━━━ Data shown ━━━
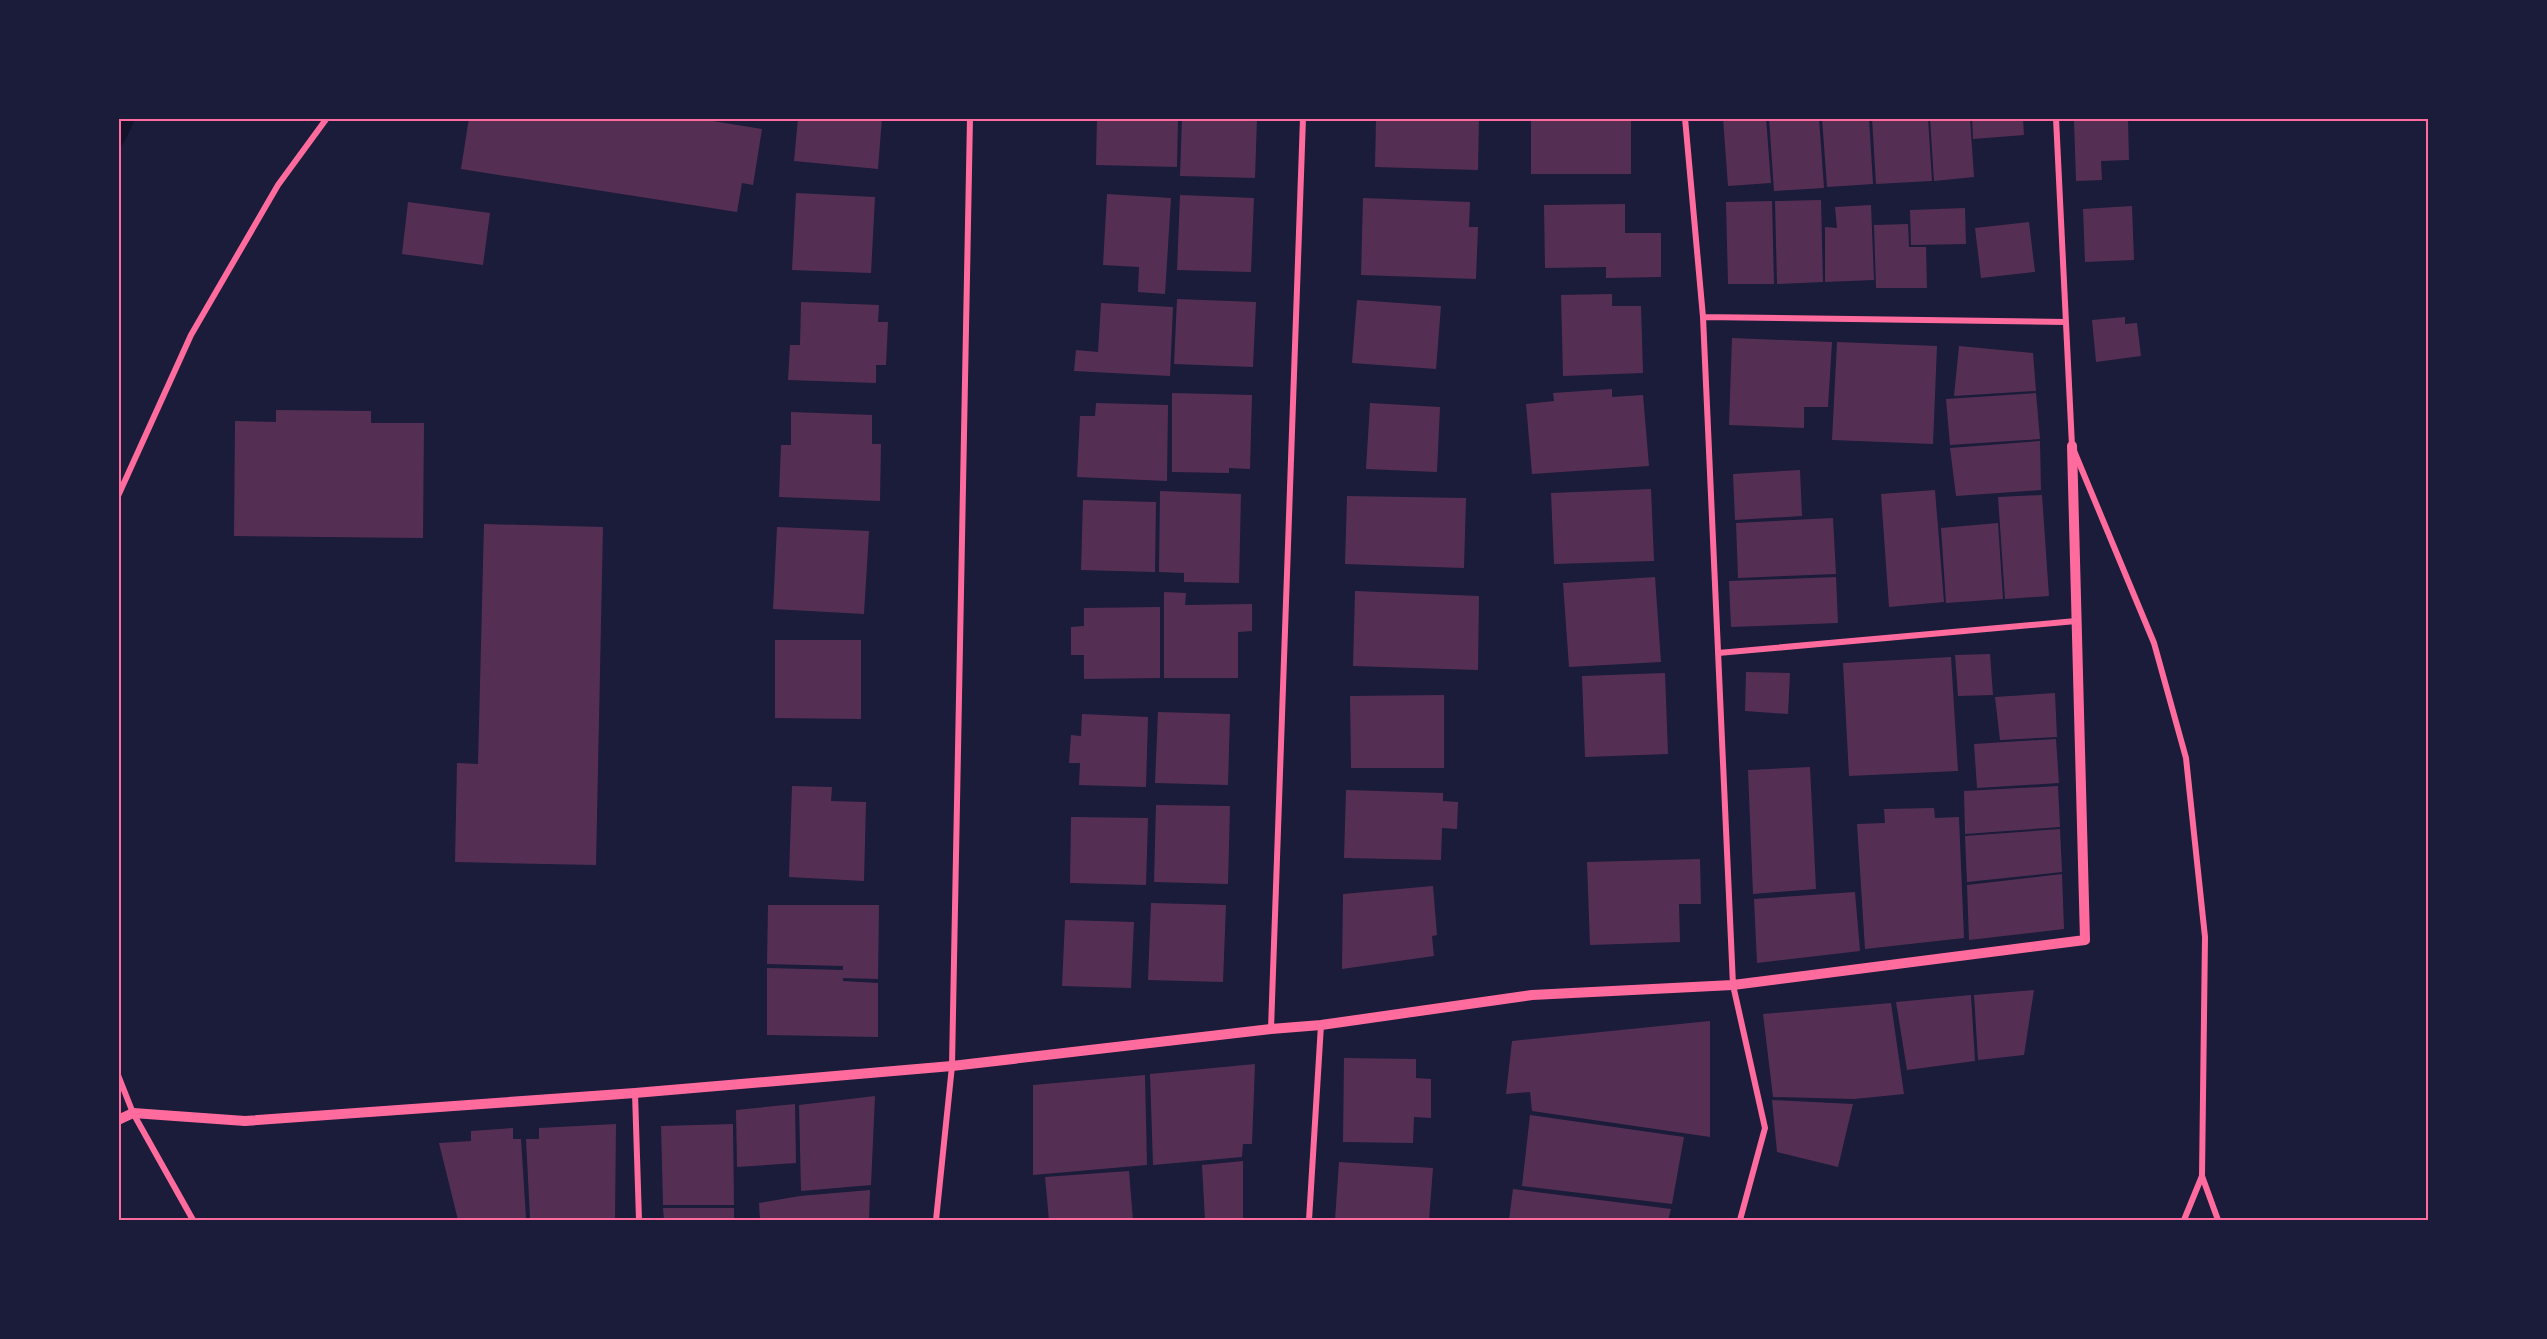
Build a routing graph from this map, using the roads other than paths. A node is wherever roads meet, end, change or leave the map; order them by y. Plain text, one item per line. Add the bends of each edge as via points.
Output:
1 (327, 118) edge
2 (970, 118) edge
3 (1303, 118) edge
4 (1685, 118) edge
5 (2056, 118) edge
6 (1703, 317) junction
7 (2065, 322) junction
8 (2072, 446) junction
9 (118, 496) edge
10 (2076, 621) junction
11 (1719, 653) junction
12 (1733, 985) junction
13 (1321, 1025) junction
14 (1271, 1029) junction
15 (952, 1066) junction
16 (118, 1076) edge
17 (635, 1093) junction
18 (133, 1113) junction
19 (118, 1120) edge
20 (2202, 1176) junction
21 (193, 1221) edge
22 (639, 1221) edge
23 (936, 1221) edge
24 (1309, 1221) edge
25 (1740, 1221) edge
26 (2184, 1221) edge
27 (2218, 1221) edge

1 - 9 street via 278,185 191,335
2 - 15 street
3 - 14 street
4 - 6 street
5 - 7 street
6 - 7 street
6 - 11 street
7 - 8 street
8 - 10 street
8 - 20 street via 2154,643 2186,758 2205,937
10 - 11 street
10 - 12 street via 2085,940
11 - 12 street
12 - 13 street via 1532,994
12 - 25 street via 1765,1128
13 - 14 street
13 - 24 street
14 - 15 street
15 - 17 street
15 - 23 street
16 - 18 street
17 - 18 street via 245,1121
17 - 22 street
18 - 19 street
18 - 21 street
20 - 26 street
20 - 27 street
━━━
Task instructions
Each entry above needs to be restated without a single word changed; skip the images.

Expected answer
Build a routing graph from this map, using the roads other than paths. A node is wherever roads meet, end, change or leave the map; order them by y. Plain text, one item per line. Add the bends of each edge as via points.
Output:
1 (327, 118) edge
2 (970, 118) edge
3 (1303, 118) edge
4 (1685, 118) edge
5 (2056, 118) edge
6 (1703, 317) junction
7 (2065, 322) junction
8 (2072, 446) junction
9 (118, 496) edge
10 (2076, 621) junction
11 (1719, 653) junction
12 (1733, 985) junction
13 (1321, 1025) junction
14 (1271, 1029) junction
15 (952, 1066) junction
16 (118, 1076) edge
17 (635, 1093) junction
18 (133, 1113) junction
19 (118, 1120) edge
20 (2202, 1176) junction
21 (193, 1221) edge
22 (639, 1221) edge
23 (936, 1221) edge
24 (1309, 1221) edge
25 (1740, 1221) edge
26 (2184, 1221) edge
27 (2218, 1221) edge

1 - 9 street via 278,185 191,335
2 - 15 street
3 - 14 street
4 - 6 street
5 - 7 street
6 - 7 street
6 - 11 street
7 - 8 street
8 - 10 street
8 - 20 street via 2154,643 2186,758 2205,937
10 - 11 street
10 - 12 street via 2085,940
11 - 12 street
12 - 13 street via 1532,994
12 - 25 street via 1765,1128
13 - 14 street
13 - 24 street
14 - 15 street
15 - 17 street
15 - 23 street
16 - 18 street
17 - 18 street via 245,1121
17 - 22 street
18 - 19 street
18 - 21 street
20 - 26 street
20 - 27 street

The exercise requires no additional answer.